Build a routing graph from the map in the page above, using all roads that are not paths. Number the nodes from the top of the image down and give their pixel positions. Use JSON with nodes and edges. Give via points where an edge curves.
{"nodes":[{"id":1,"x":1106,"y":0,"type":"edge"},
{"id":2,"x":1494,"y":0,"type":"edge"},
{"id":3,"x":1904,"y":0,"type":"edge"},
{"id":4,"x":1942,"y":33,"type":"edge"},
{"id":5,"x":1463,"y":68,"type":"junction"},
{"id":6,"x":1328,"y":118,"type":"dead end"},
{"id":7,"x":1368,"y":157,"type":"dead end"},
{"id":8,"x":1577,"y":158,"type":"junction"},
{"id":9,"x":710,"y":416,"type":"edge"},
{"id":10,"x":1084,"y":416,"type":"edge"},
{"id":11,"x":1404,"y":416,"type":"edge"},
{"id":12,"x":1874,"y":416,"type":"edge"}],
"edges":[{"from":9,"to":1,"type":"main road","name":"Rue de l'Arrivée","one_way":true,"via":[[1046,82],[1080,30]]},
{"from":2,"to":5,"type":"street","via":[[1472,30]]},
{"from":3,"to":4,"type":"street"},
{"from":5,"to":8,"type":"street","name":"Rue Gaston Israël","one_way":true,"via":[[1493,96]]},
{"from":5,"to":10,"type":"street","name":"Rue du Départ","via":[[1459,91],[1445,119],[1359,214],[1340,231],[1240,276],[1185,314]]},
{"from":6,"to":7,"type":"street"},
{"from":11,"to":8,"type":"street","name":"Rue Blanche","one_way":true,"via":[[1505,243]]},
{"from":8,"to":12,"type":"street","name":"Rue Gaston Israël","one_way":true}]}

_Work required_: Reproduce all of the records exactly.

_Reply_:
Build a routing graph from the map in the page above, using all roads that are not paths. Number the nodes from the top of the image down and give their pixel positions. Use JSON with nodes and edges. Give via points where an edge curves.
{"nodes":[{"id":1,"x":1106,"y":0,"type":"edge"},
{"id":2,"x":1494,"y":0,"type":"edge"},
{"id":3,"x":1904,"y":0,"type":"edge"},
{"id":4,"x":1942,"y":33,"type":"edge"},
{"id":5,"x":1463,"y":68,"type":"junction"},
{"id":6,"x":1328,"y":118,"type":"dead end"},
{"id":7,"x":1368,"y":157,"type":"dead end"},
{"id":8,"x":1577,"y":158,"type":"junction"},
{"id":9,"x":710,"y":416,"type":"edge"},
{"id":10,"x":1084,"y":416,"type":"edge"},
{"id":11,"x":1404,"y":416,"type":"edge"},
{"id":12,"x":1874,"y":416,"type":"edge"}],
"edges":[{"from":9,"to":1,"type":"main road","name":"Rue de l'Arrivée","one_way":true,"via":[[1046,82],[1080,30]]},
{"from":2,"to":5,"type":"street","via":[[1472,30]]},
{"from":3,"to":4,"type":"street"},
{"from":5,"to":8,"type":"street","name":"Rue Gaston Israël","one_way":true,"via":[[1493,96]]},
{"from":5,"to":10,"type":"street","name":"Rue du Départ","via":[[1459,91],[1445,119],[1359,214],[1340,231],[1240,276],[1185,314]]},
{"from":6,"to":7,"type":"street"},
{"from":11,"to":8,"type":"street","name":"Rue Blanche","one_way":true,"via":[[1505,243]]},
{"from":8,"to":12,"type":"street","name":"Rue Gaston Israël","one_way":true}]}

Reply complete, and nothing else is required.